The levodopa dose‐sparing capacity of pergolide compared with that of bromocriptine in an open‐label, crossover study

The levodopa dose‐sparing capacity of pergolide and bromocriptine, along with the maximum ability to improve activity of daily living and motor scores, were compared in 33 patients with idiopathic Parkinson's disease (Hoehn‐Yahr stage 2–4) in a 24‐week, open‐label, crossover study. Patients received one dopamine agonist for 12 weeks and then were crossed over to the other for 12 weeks (8 weeks, titration; 4 weeks, steady state in each period). The maximum doses allowed were pergolide 5 mg/day and bromocriptine 50 mg/day. As patients' clinical response to a dopamine agonist increased, the levodopa dose was decreased. Twenty‐seven patients completed the study.
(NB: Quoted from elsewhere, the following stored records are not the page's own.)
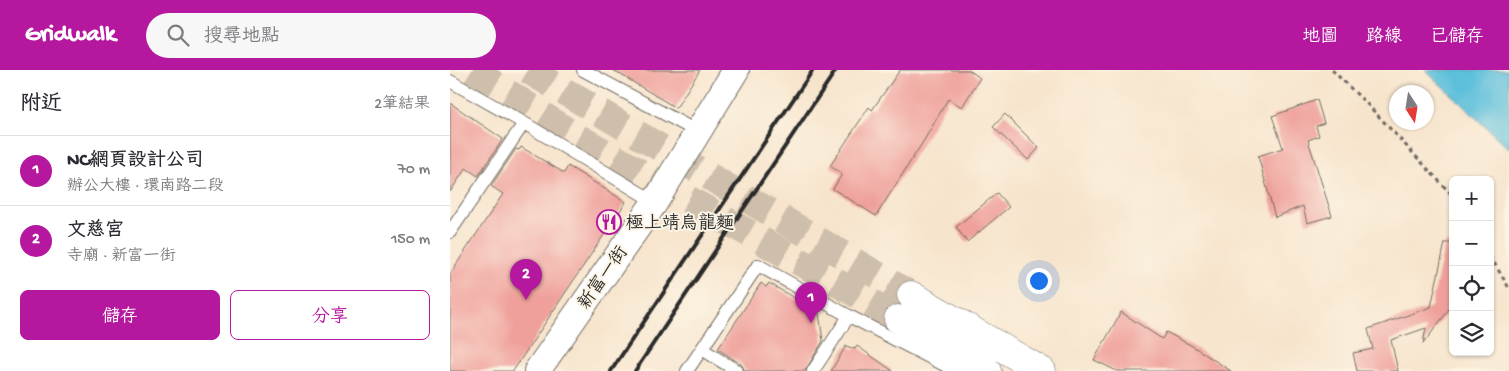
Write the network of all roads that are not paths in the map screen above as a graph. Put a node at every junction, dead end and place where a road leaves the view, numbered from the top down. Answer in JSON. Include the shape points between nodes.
{"nodes":[{"id":1,"x":583,"y":70,"type":"edge"},
{"id":2,"x":736,"y":70,"type":"edge"},
{"id":3,"x":450,"y":81,"type":"edge"},
{"id":4,"x":524,"y":122,"type":"junction"},
{"id":5,"x":698,"y":132,"type":"junction"},
{"id":6,"x":655,"y":202,"type":"junction"},
{"id":7,"x":450,"y":232,"type":"edge"},
{"id":8,"x":912,"y":295,"type":"tunnel mouth"},
{"id":9,"x":849,"y":316,"type":"junction"},
{"id":10,"x":898,"y":319,"type":"tunnel mouth"},
{"id":11,"x":702,"y":349,"type":"junction"},
{"id":12,"x":537,"y":371,"type":"edge"},
{"id":13,"x":688,"y":371,"type":"edge"},
{"id":14,"x":737,"y":371,"type":"edge"},
{"id":15,"x":813,"y":371,"type":"edge"},
{"id":16,"x":956,"y":371,"type":"edge"},
{"id":17,"x":987,"y":371,"type":"edge"},
{"id":18,"x":1042,"y":371,"type":"edge"}],
"edges":[{"from":1,"to":5,"type":"lane"},
{"from":2,"to":5,"type":"street","name":"新富一街"},
{"from":3,"to":4,"type":"lane"},
{"from":4,"to":6,"type":"lane"},
{"from":4,"to":7,"type":"lane"},
{"from":5,"to":6,"type":"street","name":"新富一街"},
{"from":6,"to":12,"type":"street","name":"新富一街"},
{"from":8,"to":18,"type":"main road"},
{"from":9,"to":11,"type":"lane","via":[[758,265]]},
{"from":9,"to":15,"type":"lane"},
{"from":9,"to":16,"type":"lane"},
{"from":10,"to":17,"type":"main road"},
{"from":11,"to":13,"type":"lane"},
{"from":11,"to":14,"type":"lane"}]}
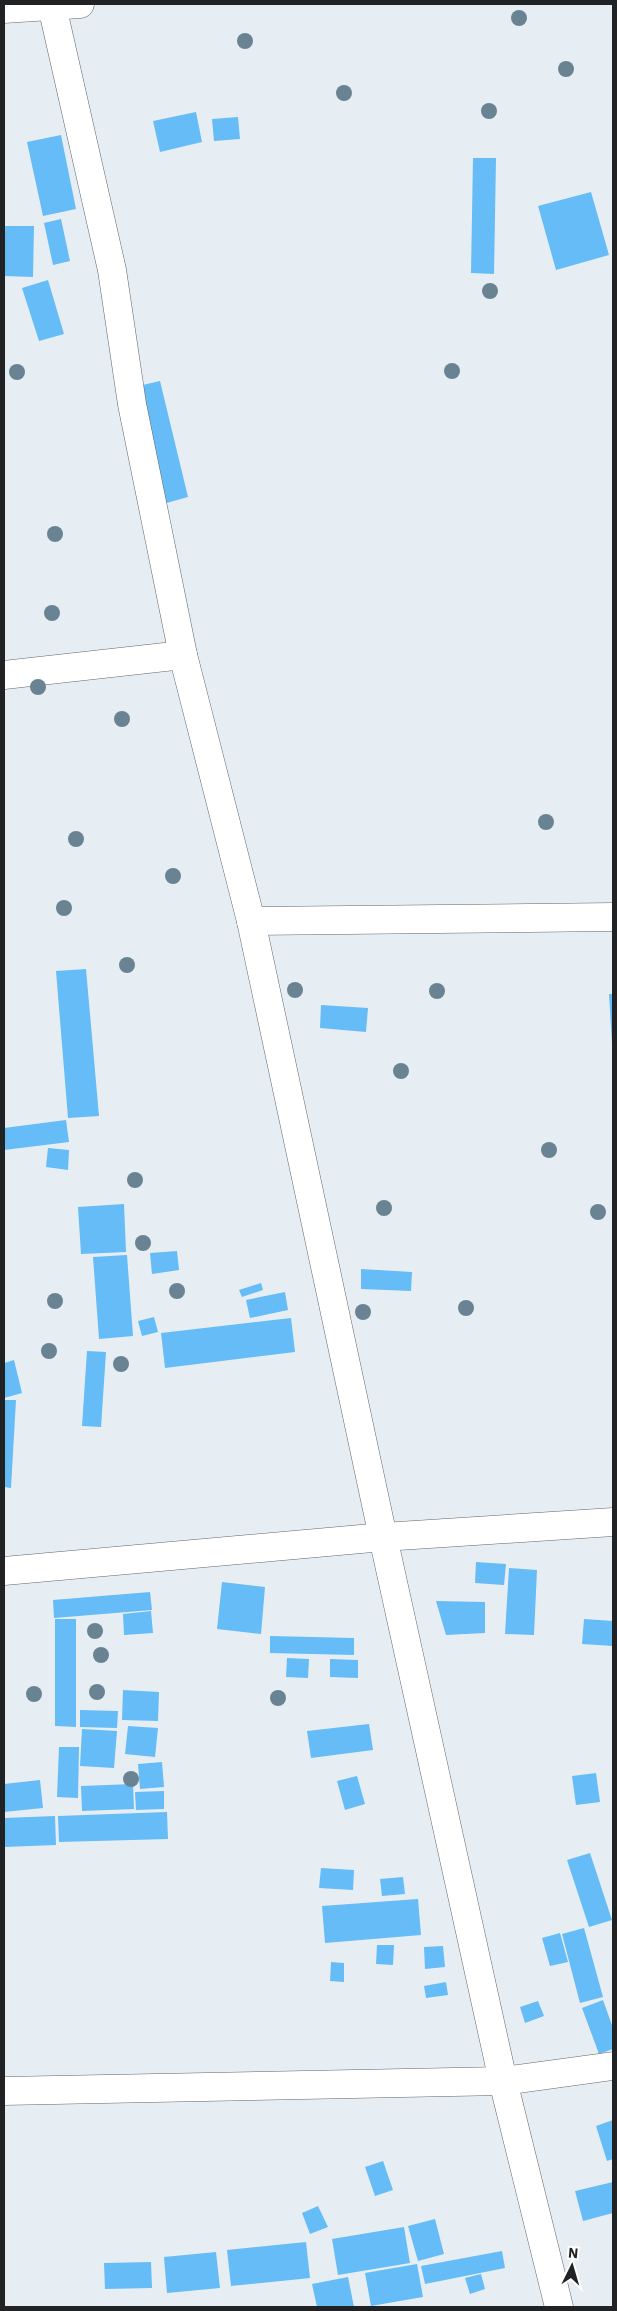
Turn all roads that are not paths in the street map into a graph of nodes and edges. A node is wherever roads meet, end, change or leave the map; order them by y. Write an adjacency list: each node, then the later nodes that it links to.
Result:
1 (80, 4): 2 (street)
2 (52, 6): 3 (street); 4 (street)
3 (4, 9)
4 (183, 654): 5 (street); 7 (street)
5 (4, 675)
6 (613, 917): 7 (street)
7 (251, 921): 9 (street)
8 (613, 1522): 9 (street)
9 (383, 1537): 10 (street); 12 (street)
10 (4, 1571)
11 (613, 2066): 12 (street)
12 (503, 2081): 13 (street); 14 (street)
13 (4, 2091)
14 (560, 2307)

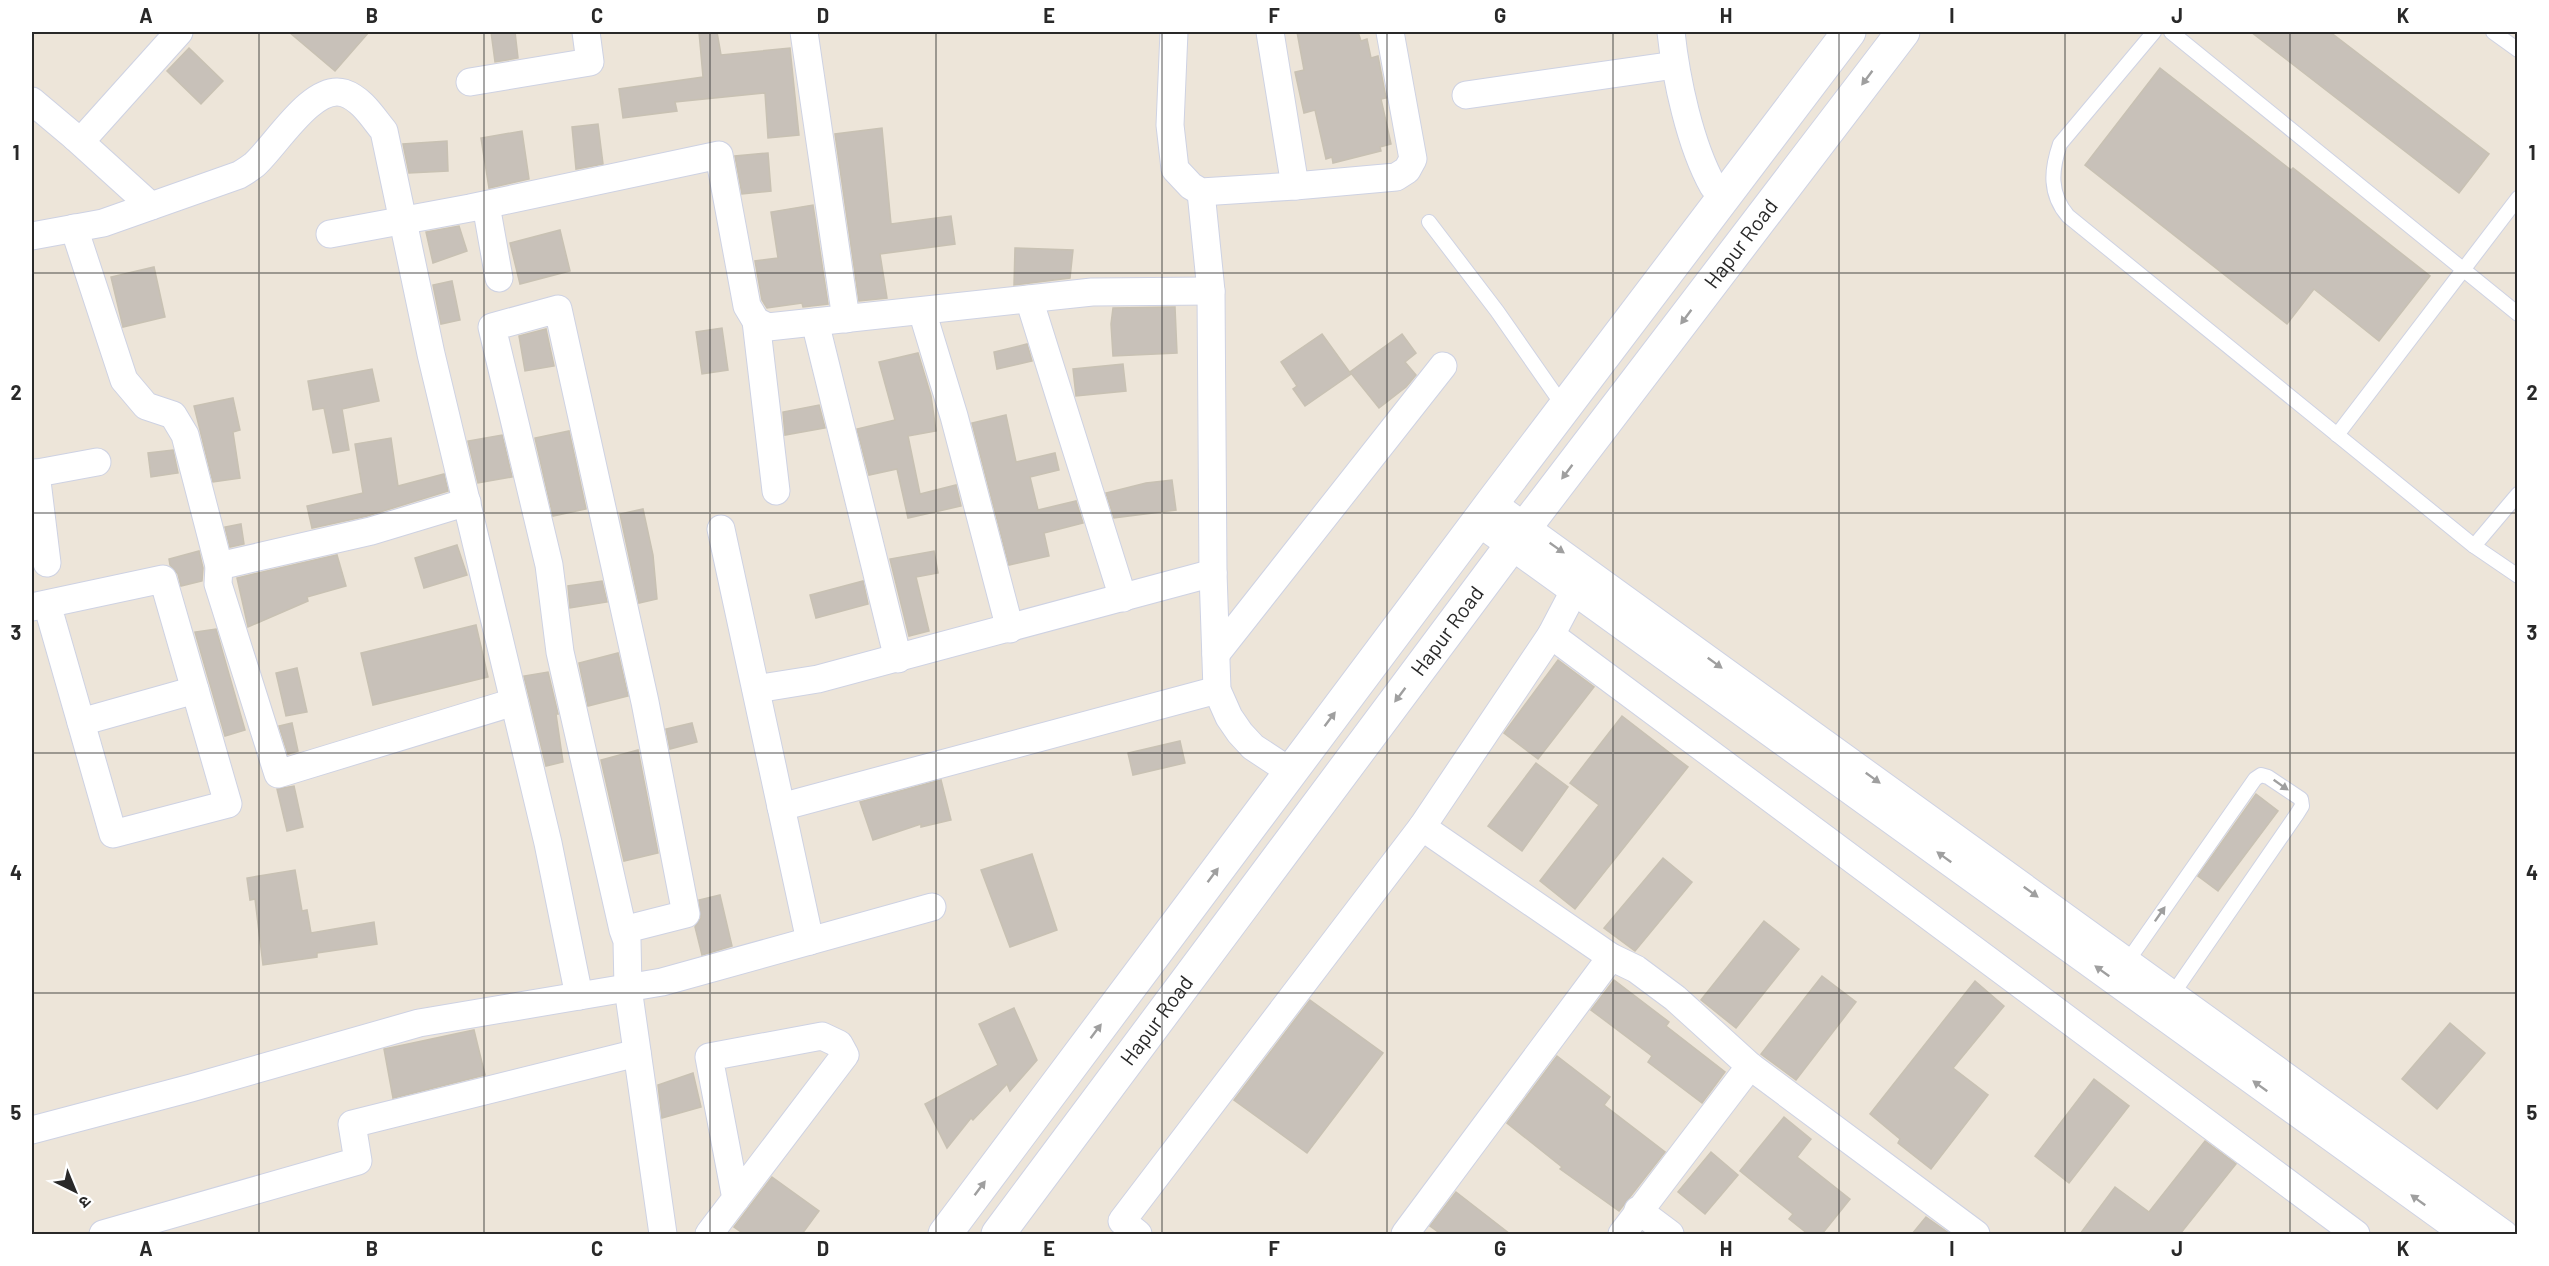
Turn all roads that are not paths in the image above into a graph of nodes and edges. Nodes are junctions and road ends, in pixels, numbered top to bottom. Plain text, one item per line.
1 (179, 32) edge
2 (586, 32) edge
3 (804, 32) edge
4 (1174, 32) edge
5 (1270, 32) edge
6 (1390, 32) edge
7 (1671, 32) edge
8 (1849, 32) edge
9 (1903, 32) edge
10 (2154, 32) edge
11 (2171, 32) edge
12 (2493, 32) edge
13 (2517, 50) edge
14 (1675, 65) junction
15 (470, 82) dead end
16 (1466, 95) dead end
17 (32, 101) edge
18 (76, 138) junction
19 (1295, 186) junction
20 (1729, 191) junction
21 (1201, 192) junction
22 (2517, 198) edge
23 (486, 205) junction
24 (151, 206) junction
25 (403, 221) junction
26 (1429, 222) dead end
27 (74, 228) junction
28 (330, 234) dead end
29 (32, 236) edge
30 (2462, 271) junction
31 (499, 278) dead end
32 (1211, 291) junction
33 (1029, 299) junction
34 (922, 310) junction
35 (2517, 314) edge
36 (846, 319) junction
37 (756, 321) junction
38 (815, 322) junction
39 (1443, 366) dead end
40 (1565, 409) junction
41 (2337, 435) junction
42 (98, 462) dead end
43 (34, 473) edge
44 (776, 491) dead end
45 (2517, 494) edge
46 (467, 502) junction
47 (1485, 512) junction
48 (721, 529) dead end
49 (1518, 536) junction
50 (2474, 546) junction
51 (47, 563) dead end
52 (219, 566) junction
53 (1213, 573) junction
54 (2517, 576) edge
55 (1580, 580) junction
56 (1123, 598) junction
57 (39, 606) edge
58 (1010, 629) junction
59 (1551, 635) junction
60 (1216, 654) junction
61 (898, 659) junction
62 (756, 689) junction
63 (195, 690) junction
64 (1217, 690) junction
65 (514, 702) junction
66 (81, 722) junction
67 (1291, 772) junction
68 (781, 807) junction
69 (1422, 827) junction
70 (932, 907) dead end
71 (623, 930) junction
72 (810, 941) junction
73 (1611, 957) junction
74 (2127, 962) junction
75 (628, 988) junction
76 (2172, 995) junction
77 (579, 996) junction
78 (637, 1053) junction
79 (1750, 1066) junction
80 (32, 1130) edge
81 (736, 1199) junction
82 (1638, 1210) junction
83 (1124, 1230) edge
84 (103, 1234) edge
85 (663, 1234) edge
86 (709, 1234) edge
87 (945, 1234) edge
88 (998, 1234) edge
89 (1405, 1234) edge
90 (1622, 1234) edge
91 (1670, 1234) edge
92 (1976, 1234) edge
93 (2356, 1234) edge
94 (2465, 1234) edge
95 (2504, 1234) edge

1 - 18 street
2 - 15 street
3 - 36 street
4 - 21 street
5 - 19 street
6 - 19 street
7 - 14 street
8 - 20 main road, Hapur Road
9 -> 49 main road, Hapur Road
10 - 41 lane
11 - 30 lane
12 - 13 lane
14 - 16 street
14 - 20 street
17 - 18 street
18 - 24 street
19 - 21 street
20 - 40 main road, Hapur Road
21 - 32 street
22 - 30 lane
23 - 25 street
23 - 31 street
23 - 37 street
24 - 25 street
24 - 27 street
25 - 28 street
25 - 46 street
26 - 40 lane
27 - 29 street
27 - 52 street
30 - 35 lane
30 - 41 lane
32 - 33 street
32 - 53 street
33 - 34 street
33 - 56 street
34 - 36 street
34 - 58 street
36 - 38 street
37 - 38 street
37 - 44 street
38 - 61 street
39 - 60 street
40 - 47 main road, Hapur Road
41 - 50 lane
42 - 43 street
43 - 51 street
45 - 50 lane
46 - 52 street
46 - 65 street
47 - 49 street
67 -> 47 main road, Hapur Road
48 - 62 street
49 - 55 street
49 -> 88 main road, Hapur Road
50 - 54 lane
52 - 65 street
53 - 56 street
53 - 60 street
55 - 59 street
55 -> 74 street
94 -> 55 street
56 - 58 street
57 - 63 street
57 - 66 street
58 - 61 street
59 - 69 street
59 - 93 street
60 - 64 street
61 - 62 street
62 - 68 street
63 - 66 street
63 - 66 street
64 - 67 street
64 - 68 street
65 - 77 street
87 -> 67 main road, Hapur Road
68 - 72 street
69 - 73 street
69 - 83 street
70 - 72 street
71 - 71 street
71 - 75 street
72 - 75 street
73 - 79 street
73 - 89 street
74 - 76 street
74 -> 76 lane
75 - 77 street
75 - 78 street
76 - 95 street
77 - 80 street
78 - 84 street
78 - 85 street
79 - 82 street
79 - 92 street
81 - 81 street
81 - 86 street
82 - 90 street
82 - 91 street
No serious adverse events or clinically significant changes in vital signs or laboratory tests were observed. The mean doses of bromocriptine and pergolide at the end of titration were 21.7 ± 5.6 mg (bromocriptine data for the two groups combined) and 3.6 ± 1.1 mg (pergolide data for the two groups combined), respectively. The mean levodopa dose was reduced 83% with bromocriptine as the first agent and increased 28.0% with bromocriptine as the second agent The mean levodopa dose was reduced 31.4% with pergolide as the first agent and 15.5% with pergolide as the second agent Levodopa could not be discontinued in any of the patients. Statistically significant levodopa dose‐sparing capacity and considerable clinical benefit were achieved with both agonists; however, the results were more favorable with pergolide.